Yes, starting as a sole trader makes complete sense for a new online store – as long as you know what this means! Running a business as a sole trader is cheaper and easier from an administrative point of view but it also means that you are personally responsible for any liabilities (such as debts) that the business incurs (read more here). Typically, as the business grows, you may want to start future-proofing your business and think about scaling it. This is when most businesses set up an independent company. However, though a company may shield you from personal liability and in some cases protect the business’ assets, it also carries additional responsibilities (such as annual fees and reviews, reporting obligations and director duties). In any case, the structure you choose will depend on where you plan to take the business and your risk appetite.
For digital nomads or people offshore trying to sell into Australia, are there any legal considerations they should be aware of?
If you’re selling to customers in Australia, you should be aware of the Australian Consumer Law. This body of law protects consumers all across Australia (despite where your products are from or whatever your T&Cs might say). For example, if a customer receives their product and there is a ‘major fault’, they’ll be entitled to a “remedy” – typically a refund, repair or replacement of that product. We’ve explained Australian Consumer Law here.
As a first step, all online businesses should be thinking about having these documents in place as they’re quite important! Not having these documents exposes you to lots of risk and no clear process when you manage issues with customers.

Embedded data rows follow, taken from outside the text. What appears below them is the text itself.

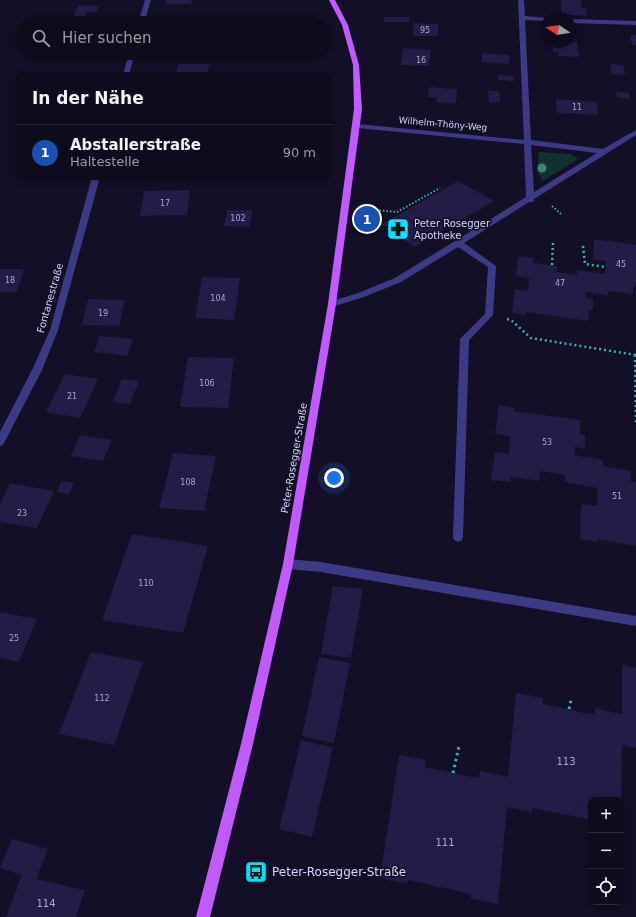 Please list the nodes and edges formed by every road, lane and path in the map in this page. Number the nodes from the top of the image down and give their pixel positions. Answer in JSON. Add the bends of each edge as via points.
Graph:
{"nodes":[{"id":1,"x":148,"y":0,"type":"edge"},
{"id":2,"x":332,"y":0,"type":"edge"},
{"id":3,"x":521,"y":0,"type":"edge"},
{"id":4,"x":143,"y":16,"type":"edge"},
{"id":5,"x":523,"y":18,"type":"junction"},
{"id":6,"x":540,"y":19,"type":"edge"},
{"id":7,"x":576,"y":20,"type":"edge"},
{"id":8,"x":636,"y":23,"type":"edge"},
{"id":9,"x":130,"y":60,"type":"edge"},
{"id":10,"x":127,"y":72,"type":"edge"},
{"id":11,"x":357,"y":126,"type":"junction"},
{"id":12,"x":636,"y":132,"type":"edge"},
{"id":13,"x":526,"y":142,"type":"junction"},
{"id":14,"x":606,"y":152,"type":"junction"},
{"id":15,"x":95,"y":180,"type":"edge"},
{"id":16,"x":440,"y":188,"type":"dead end"},
{"id":17,"x":530,"y":200,"type":"junction"},
{"id":18,"x":376,"y":210,"type":"dead end"},
{"id":19,"x":553,"y":242,"type":"dead end"},
{"id":20,"x":458,"y":244,"type":"junction"},
{"id":21,"x":583,"y":246,"type":"dead end"},
{"id":22,"x":552,"y":265,"type":"dead end"},
{"id":23,"x":606,"y":267,"type":"dead end"},
{"id":24,"x":332,"y":304,"type":"junction"},
{"id":25,"x":490,"y":314,"type":"junction"},
{"id":26,"x":636,"y":355,"type":"edge"},
{"id":27,"x":636,"y":425,"type":"edge"},
{"id":28,"x":0,"y":442,"type":"edge"},
{"id":29,"x":458,"y":537,"type":"dead end"},
{"id":30,"x":288,"y":564,"type":"junction"},
{"id":31,"x":636,"y":621,"type":"edge"},
{"id":32,"x":571,"y":700,"type":"dead end"},
{"id":33,"x":569,"y":710,"type":"dead end"},
{"id":34,"x":459,"y":746,"type":"dead end"},
{"id":35,"x":453,"y":773,"type":"dead end"},
{"id":36,"x":203,"y":917,"type":"edge"}],
"edges":[{"from":1,"to":4,"type":"street"},
{"from":2,"to":11,"type":"main road","name":"Peter-Rosegger-Straße","via":[[345,25],[356,66]]},
{"from":3,"to":5,"type":"street"},
{"from":5,"to":6,"type":"street"},
{"from":5,"to":13,"type":"street"},
{"from":7,"to":8,"type":"street"},
{"from":9,"to":10,"type":"street"},
{"from":11,"to":13,"type":"street","name":"Wilhelm-Thöny-Weg"},
{"from":11,"to":24,"type":"main road","name":"Peter-Rosegger-Straße"},
{"from":12,"to":14,"type":"street"},
{"from":13,"to":14,"type":"street","name":"Wilhelm-Thöny-Weg"},
{"from":13,"to":17,"type":"street"},
{"from":14,"to":17,"type":"street"},
{"from":15,"to":28,"type":"street","name":"Fontanestraße","via":[[54,330],[37,370]]},
{"from":16,"to":18,"type":"path","via":[[397,212]]},
{"from":17,"to":20,"type":"street"},
{"from":19,"to":22,"type":"path"},
{"from":20,"to":24,"type":"street","via":[[398,280],[361,296]]},
{"from":20,"to":25,"type":"street","via":[[492,266]]},
{"from":21,"to":23,"type":"path","via":[[585,264]]},
{"from":24,"to":30,"type":"main road","name":"Peter-Rosegger-Straße"},
{"from":25,"to":26,"type":"path","via":[[511,320],[531,338]]},
{"from":25,"to":29,"type":"street","via":[[465,338]]},
{"from":26,"to":27,"type":"path"},
{"from":30,"to":31,"type":"street","via":[[321,567]]},
{"from":30,"to":36,"type":"main road","name":"Peter-Rosegger-Straße","via":[[247,744]]},
{"from":32,"to":33,"type":"path"},
{"from":34,"to":35,"type":"path"}]} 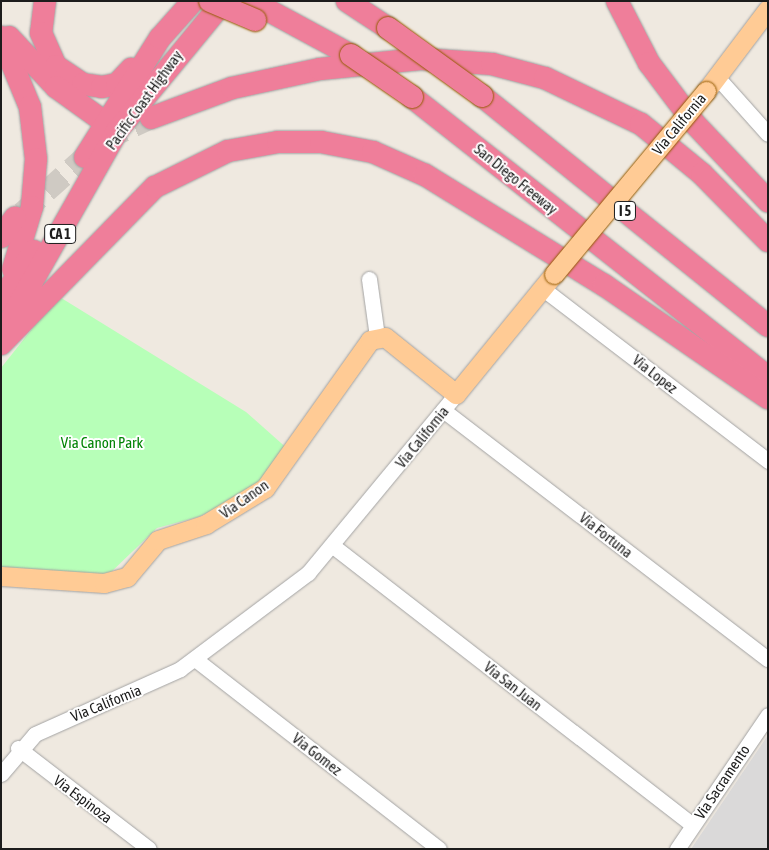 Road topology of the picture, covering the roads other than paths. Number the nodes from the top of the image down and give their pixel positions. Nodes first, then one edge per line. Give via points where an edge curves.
1 (45, 1) edge
2 (193, 1) edge
3 (210, 1) edge
4 (224, 1) edge
5 (347, 1) edge
6 (617, 1) edge
7 (768, 9) edge
8 (257, 10) edge
9 (171, 23) junction
10 (1, 28) edge
11 (1, 36) edge
12 (351, 55) junction
13 (712, 84) junction
14 (151, 118) tunnel mouth
15 (111, 127) junction
16 (768, 134) edge
17 (768, 201) edge
18 (15, 218) tunnel mouth
19 (1, 237) edge
20 (768, 241) edge
21 (369, 279) dead end
22 (548, 281) junction
23 (2, 299) edge
24 (768, 326) edge
25 (1, 336) edge
26 (377, 337) junction
27 (1, 344) edge
28 (768, 377) edge
29 (456, 394) junction
30 (768, 398) edge
31 (443, 410) junction
32 (768, 461) edge
33 (333, 546) junction
34 (1, 576) edge
35 (195, 659) junction
36 (768, 659) edge
37 (768, 715) edge
38 (18, 748) junction
39 (1, 774) edge
40 (693, 825) junction
41 (149, 849) edge
42 (439, 849) edge
43 (677, 849) edge

1 - 9 highway via 40,24 48,56 92,87 121,81
2 - 9 highway, Pacific Coast Highway / CA 1
3 - 8 highway, bridge
4 - 15 highway, Pacific Coast Highway / CA 1
5 - 24 highway, I 5, bridge via 482,96
6 - 17 highway via 650,63 694,123
7 - 13 main road, Via California
8 - 12 highway, San Diego Freeway via 322,38
8 - 12 highway via 294,35
9 - 15 highway, Pacific Coast Highway / CA 1
10 - 15 highway via 56,88
11 - 23 highway via 30,107 36,159 32,207
12 - 28 highway, San Diego Freeway, bridge via 412,97
13 - 16 street
13 - 22 main road, Via California, bridge
14 - 20 highway via 232,88 320,69 421,59 492,64 545,78 641,124 702,174
15 - 23 highway, Pacific Coast Highway / CA 1
15 - 25 highway, Pacific Coast Highway / CA 1
18 - 19 highway
21 - 26 street
22 - 29 main road, Via California
22 - 32 street, Via Lopez
26 - 29 main road via 385,337
26 - 34 main road, Via Canon via 363,348 288,461 265,488 237,508 158,540 127,577 116,582
27 - 30 highway via 155,187 228,151 278,142 321,142 372,152 425,175 604,285
29 - 31 street, Via California
31 - 33 street, Via California
31 - 36 street, Via Fortuna
33 - 35 street, Via California via 308,573
33 - 40 street, Via San Juan
35 - 38 street, Via California via 164,679 42,729
35 - 42 street, Via Gomez
37 - 40 street, Via Sacramento
38 - 39 street, Via California
38 - 41 street, Via Espinoza
40 - 43 street, Via Sacramento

What are some common issues that new online stores might face, and how should they prepare for them?
Many online businesses aren’t completely aware of their obligations under the Australian Consumer Law when it comes to refunds, returns and exchanges. There are very strong protections for customers under the law and no matter what your terms and conditions say, these laws will prevail. To make sure you’re across these laws, you should speak with a lawyer and have lawyers draft your terms and conditions in line with these laws. In addition, what businesses should be aware of is that they could be fined for misleading and deceptive conduct if they mislead consumers as to their rights under the Australian Consumer Law. This could happen, for example if a business states that a consumer is not entitled to something they are actually entitled to under Australian Consumer Laws in their terms and conditions.
What are some common mistakes that new stores make?

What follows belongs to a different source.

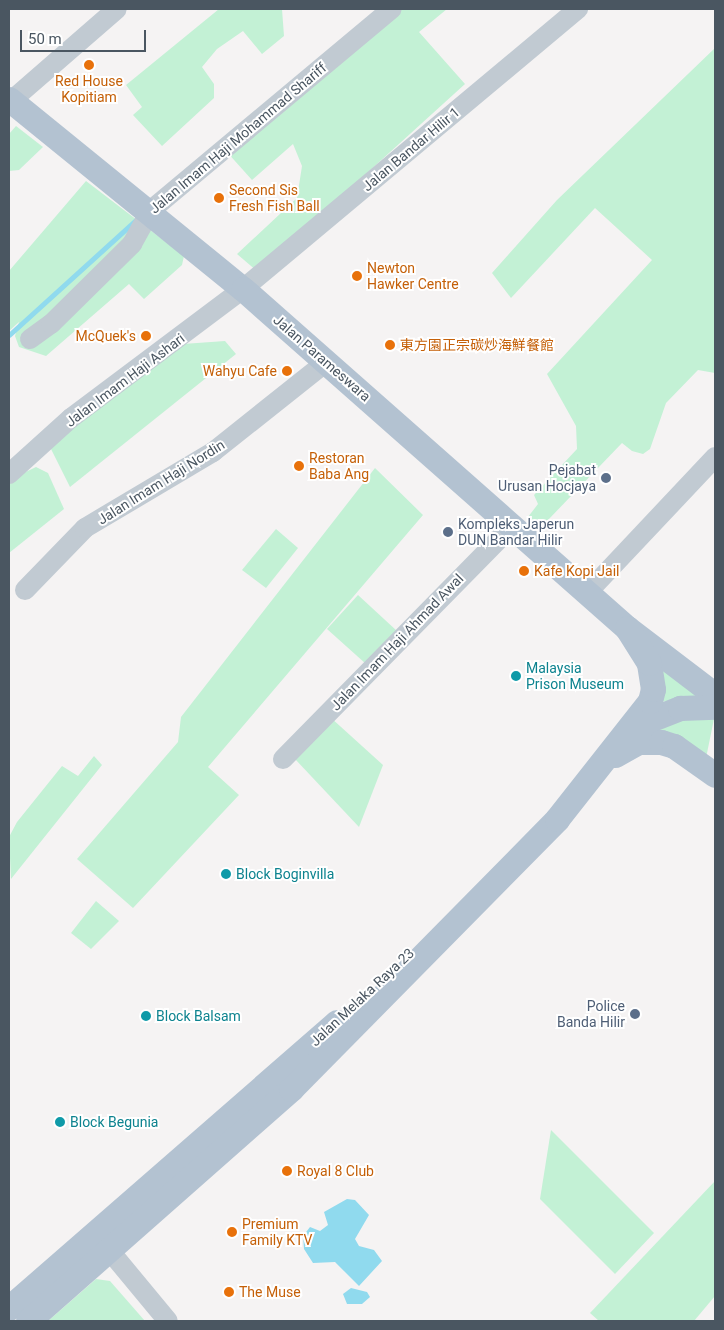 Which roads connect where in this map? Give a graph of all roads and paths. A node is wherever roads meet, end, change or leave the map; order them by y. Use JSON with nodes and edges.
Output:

One of the most common mistakes new stores make is around warranties. A lot of stores talk about having limited warranties – for example a 2 year warranty for all items. What they don’t know is that regardless of what their terms and conditions might say, the Australian Consumer Law will often offer broader protections to the buyer. This means that if a product has a major fault or defect, a customer may still be entitled to a remedy (whether that be a refund, repair or replacement) no matter what a business’ limited warranty says. And, if you do have a ‘limited warranty’, you’re actually required under the Australian Consumer Law to include mandatory wording where you explicitly state that the customers are already protected under the Australian Consumer Law anyway.
What are some key areas of compliance that people may not be aware of?

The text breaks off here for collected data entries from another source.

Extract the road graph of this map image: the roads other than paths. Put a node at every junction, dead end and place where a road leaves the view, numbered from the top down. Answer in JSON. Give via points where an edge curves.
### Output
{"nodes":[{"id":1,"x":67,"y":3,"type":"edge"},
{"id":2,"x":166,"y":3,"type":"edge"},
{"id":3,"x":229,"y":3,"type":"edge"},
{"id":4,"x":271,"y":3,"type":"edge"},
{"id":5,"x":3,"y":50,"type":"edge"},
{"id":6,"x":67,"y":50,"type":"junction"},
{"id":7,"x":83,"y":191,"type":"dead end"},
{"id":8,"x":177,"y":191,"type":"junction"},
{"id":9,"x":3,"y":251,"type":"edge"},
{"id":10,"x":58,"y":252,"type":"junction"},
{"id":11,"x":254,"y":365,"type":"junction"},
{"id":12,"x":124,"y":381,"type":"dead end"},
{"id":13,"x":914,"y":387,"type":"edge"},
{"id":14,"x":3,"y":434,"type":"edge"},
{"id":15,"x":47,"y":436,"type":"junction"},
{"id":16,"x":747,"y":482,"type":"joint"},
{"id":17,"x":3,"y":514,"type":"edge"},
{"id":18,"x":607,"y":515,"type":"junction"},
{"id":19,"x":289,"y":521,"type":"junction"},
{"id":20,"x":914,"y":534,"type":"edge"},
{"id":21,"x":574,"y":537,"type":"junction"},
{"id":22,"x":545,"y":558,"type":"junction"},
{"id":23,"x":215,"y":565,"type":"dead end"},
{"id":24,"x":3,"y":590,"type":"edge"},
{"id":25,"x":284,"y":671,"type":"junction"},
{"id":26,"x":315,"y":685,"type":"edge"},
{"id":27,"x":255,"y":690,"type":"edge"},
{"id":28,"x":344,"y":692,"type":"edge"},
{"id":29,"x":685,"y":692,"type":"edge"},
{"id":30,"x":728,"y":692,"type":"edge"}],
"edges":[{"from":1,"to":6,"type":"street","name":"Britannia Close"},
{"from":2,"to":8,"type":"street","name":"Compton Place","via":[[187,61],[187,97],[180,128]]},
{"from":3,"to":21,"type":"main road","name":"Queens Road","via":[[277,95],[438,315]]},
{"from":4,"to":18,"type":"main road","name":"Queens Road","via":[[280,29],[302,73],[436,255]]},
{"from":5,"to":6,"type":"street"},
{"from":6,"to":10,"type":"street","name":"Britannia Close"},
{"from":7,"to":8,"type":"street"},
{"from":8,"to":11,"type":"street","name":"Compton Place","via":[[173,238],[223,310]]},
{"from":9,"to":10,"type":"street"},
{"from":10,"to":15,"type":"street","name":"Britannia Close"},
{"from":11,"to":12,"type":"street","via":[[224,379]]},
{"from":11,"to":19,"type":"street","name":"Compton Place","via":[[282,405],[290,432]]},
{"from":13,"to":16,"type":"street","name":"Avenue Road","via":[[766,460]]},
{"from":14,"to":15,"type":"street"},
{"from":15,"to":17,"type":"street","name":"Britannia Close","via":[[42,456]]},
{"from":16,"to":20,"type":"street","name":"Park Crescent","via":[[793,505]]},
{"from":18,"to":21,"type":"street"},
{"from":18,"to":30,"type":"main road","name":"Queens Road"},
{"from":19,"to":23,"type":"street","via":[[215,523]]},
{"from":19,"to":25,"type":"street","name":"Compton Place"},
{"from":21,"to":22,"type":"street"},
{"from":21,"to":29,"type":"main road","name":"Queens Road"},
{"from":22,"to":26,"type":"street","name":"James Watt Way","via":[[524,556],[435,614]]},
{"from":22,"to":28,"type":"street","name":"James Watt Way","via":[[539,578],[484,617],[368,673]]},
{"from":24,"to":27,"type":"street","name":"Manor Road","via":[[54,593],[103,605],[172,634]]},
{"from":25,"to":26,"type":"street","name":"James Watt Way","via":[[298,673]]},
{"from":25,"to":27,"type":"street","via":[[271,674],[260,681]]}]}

Aside from the Australian Consumer Law, there are privacy and spam laws that affect how online businesses work. For example, it’s very common for most businesses to be sending out mass marketing emails. However, it’s actually illegal to do this if you haven’t received consent from the recipient. It’s also compulsory to give email recipients the option to unsubscribe from marketing emails.
If your business’ reputation is reliant on online reviews – as so many businesses are these days – it’s important you’re familiar with the laws surrounding this, too.
For those who are starting with a single product they’ve developed themselves, how should they protect your IP?
It really depends on what product you’ve developed. IP is a bit tricky and practically, there is no fool-proof way to completely stop someone from stealing your IP. The key is in making sure your terms and conditions are clear about your IP and to have IP clauses in any contracts you have with your suppliers, etc.
For starters, you should also start by protecting your logo, branding and any other business name you’ve registered.
For readers who are looking for specific advice or legal help, how should they connect with you?
Sure! Sprintlaw is always open to chatting about your particular situation and to see if we can help in any way. You can email the team at email@example.com or visit our website for more guides and information, www.sprintlaw.com.au.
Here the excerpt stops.